--- Input Enclosed Below ---

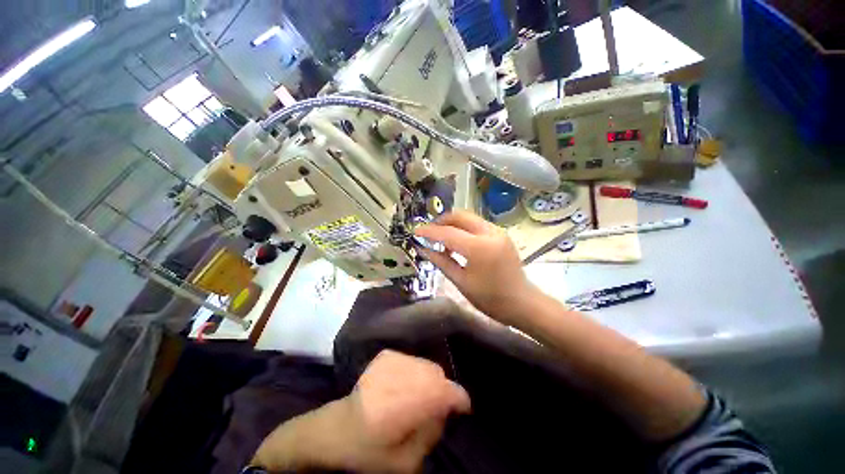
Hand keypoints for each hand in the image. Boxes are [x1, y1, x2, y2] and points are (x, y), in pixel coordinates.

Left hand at [251, 350, 469, 472]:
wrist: (335, 429)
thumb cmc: (368, 452)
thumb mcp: (405, 463)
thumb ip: (431, 434)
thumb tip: (446, 410)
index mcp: (406, 404)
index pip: (446, 391)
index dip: (459, 399)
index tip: (463, 408)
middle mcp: (402, 376)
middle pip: (437, 374)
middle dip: (442, 390)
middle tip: (435, 406)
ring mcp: (393, 361)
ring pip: (425, 365)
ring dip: (428, 380)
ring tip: (418, 396)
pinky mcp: (386, 356)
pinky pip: (412, 361)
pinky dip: (414, 372)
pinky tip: (404, 385)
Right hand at [414, 211, 538, 323]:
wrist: (522, 302)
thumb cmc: (490, 299)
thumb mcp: (461, 282)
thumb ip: (441, 262)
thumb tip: (424, 249)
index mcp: (479, 248)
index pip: (448, 233)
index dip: (430, 231)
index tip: (416, 231)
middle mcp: (490, 233)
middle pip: (460, 216)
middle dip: (441, 221)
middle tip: (429, 233)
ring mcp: (498, 231)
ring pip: (469, 217)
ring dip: (452, 224)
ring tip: (442, 239)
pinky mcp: (501, 234)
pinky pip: (477, 224)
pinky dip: (464, 228)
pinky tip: (458, 242)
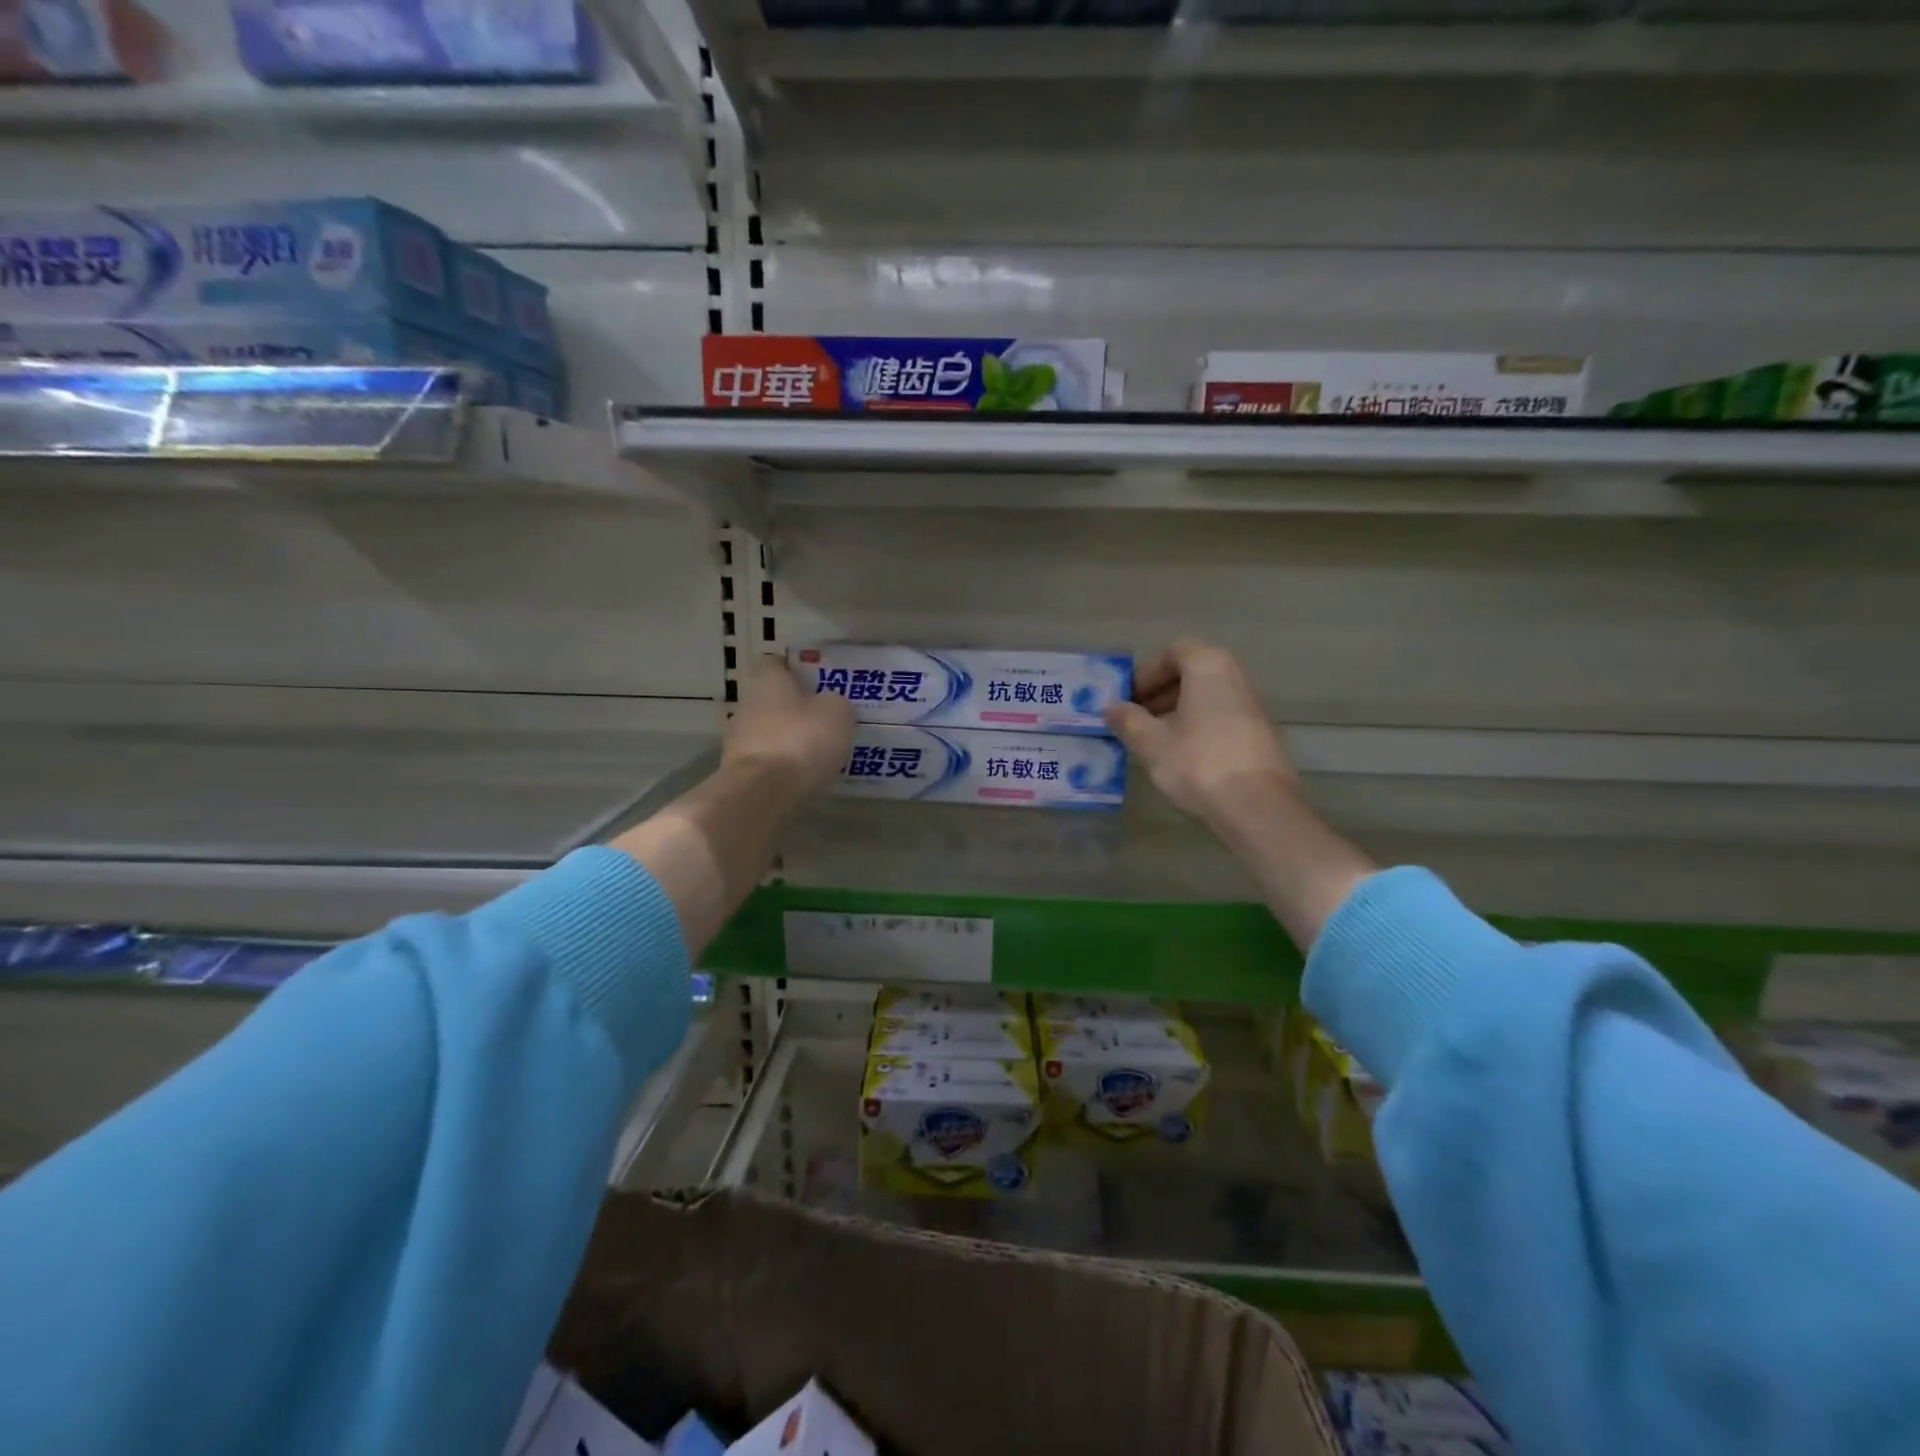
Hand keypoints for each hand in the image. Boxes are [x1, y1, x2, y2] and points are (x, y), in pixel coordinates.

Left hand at [722, 655, 854, 798]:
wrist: (763, 794)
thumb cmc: (801, 740)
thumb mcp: (837, 712)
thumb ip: (835, 702)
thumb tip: (829, 705)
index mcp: (767, 680)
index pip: (776, 662)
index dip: (797, 669)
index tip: (819, 682)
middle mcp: (746, 704)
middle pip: (773, 698)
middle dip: (796, 707)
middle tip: (825, 718)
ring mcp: (738, 739)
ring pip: (769, 730)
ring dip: (789, 738)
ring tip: (819, 751)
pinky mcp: (739, 771)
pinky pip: (768, 759)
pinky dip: (784, 764)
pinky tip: (805, 775)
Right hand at [1104, 639, 1295, 823]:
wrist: (1257, 807)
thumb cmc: (1198, 763)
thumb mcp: (1152, 743)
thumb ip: (1128, 720)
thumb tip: (1110, 707)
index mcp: (1209, 667)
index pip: (1173, 652)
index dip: (1146, 673)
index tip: (1128, 699)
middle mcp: (1235, 677)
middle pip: (1192, 673)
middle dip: (1160, 693)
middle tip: (1136, 719)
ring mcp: (1252, 706)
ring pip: (1207, 697)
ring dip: (1178, 712)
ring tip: (1154, 741)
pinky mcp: (1261, 734)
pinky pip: (1221, 717)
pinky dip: (1199, 727)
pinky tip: (1182, 757)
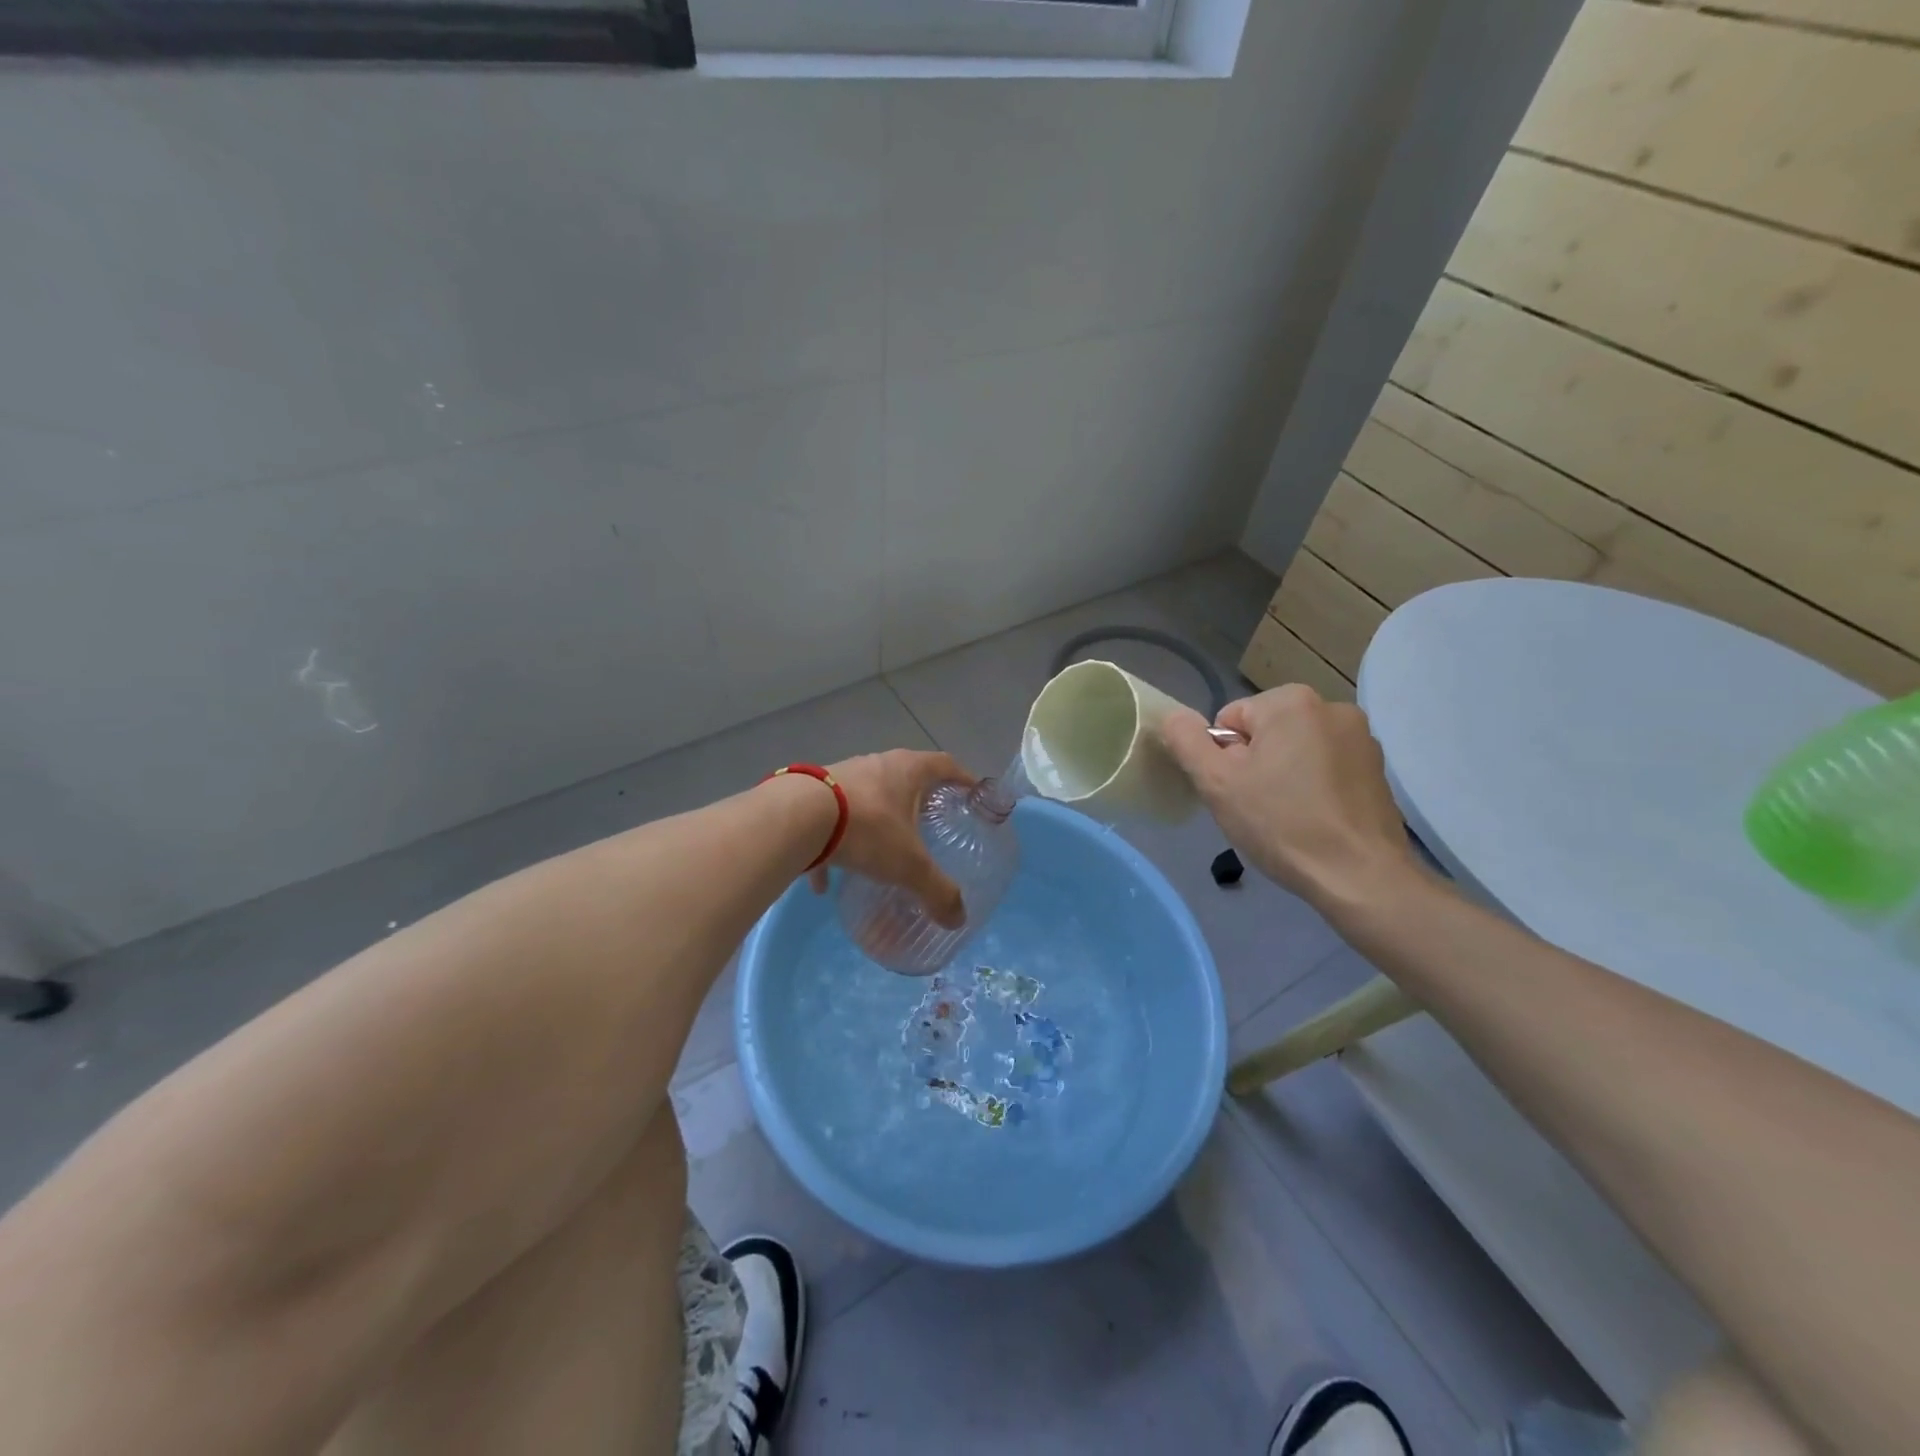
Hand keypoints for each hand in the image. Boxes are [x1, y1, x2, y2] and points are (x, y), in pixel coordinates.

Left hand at [812, 749, 974, 928]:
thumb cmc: (867, 829)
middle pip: (906, 776)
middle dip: (919, 800)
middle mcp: (876, 765)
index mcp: (907, 770)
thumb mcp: (909, 866)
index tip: (974, 795)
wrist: (796, 819)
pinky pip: (829, 823)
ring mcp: (840, 777)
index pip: (945, 765)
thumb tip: (958, 919)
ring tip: (880, 851)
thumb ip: (936, 892)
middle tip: (930, 825)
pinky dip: (832, 849)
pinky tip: (825, 884)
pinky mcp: (810, 796)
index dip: (963, 779)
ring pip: (867, 798)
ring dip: (876, 821)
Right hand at [1160, 685, 1415, 911]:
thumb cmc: (1281, 824)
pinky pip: (1326, 768)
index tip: (1238, 792)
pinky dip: (1315, 787)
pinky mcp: (1377, 768)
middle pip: (1265, 732)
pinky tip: (1316, 820)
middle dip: (1255, 764)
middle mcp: (1331, 706)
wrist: (1360, 876)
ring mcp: (1361, 737)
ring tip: (1288, 817)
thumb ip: (1186, 741)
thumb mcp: (1216, 783)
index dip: (1224, 759)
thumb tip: (1175, 716)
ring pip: (1296, 750)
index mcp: (1290, 701)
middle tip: (1258, 807)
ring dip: (1284, 775)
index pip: (1230, 720)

--- End of Enclosed Input ---

## Exercise goal
Among the entries above, copy exactly only the lines starting with the one containing "pinky pip: (768, 759)" and going through the one containing "pinky pip: (1221, 717)", both ends included.

## Task output
pinky pip: (768, 759)
pinky dip: (784, 764)
pinky tip: (805, 775)
Right hand at [1104, 639, 1295, 823]:
wrist: (1257, 807)
thumb cmc: (1198, 763)
thumb mcp: (1152, 743)
thumb ip: (1128, 720)
thumb tip: (1110, 707)
index mcp: (1209, 667)
index pip: (1173, 652)
index dip: (1146, 673)
index tip: (1128, 699)
middle mcp: (1235, 677)
middle pip: (1192, 673)
middle dip: (1160, 693)
middle tip: (1136, 719)
ring mcp: (1252, 706)
ring pip: (1207, 697)
ring dip: (1178, 712)
ring tip: (1154, 741)
pinky mcp: (1261, 734)
pinky pip: (1221, 717)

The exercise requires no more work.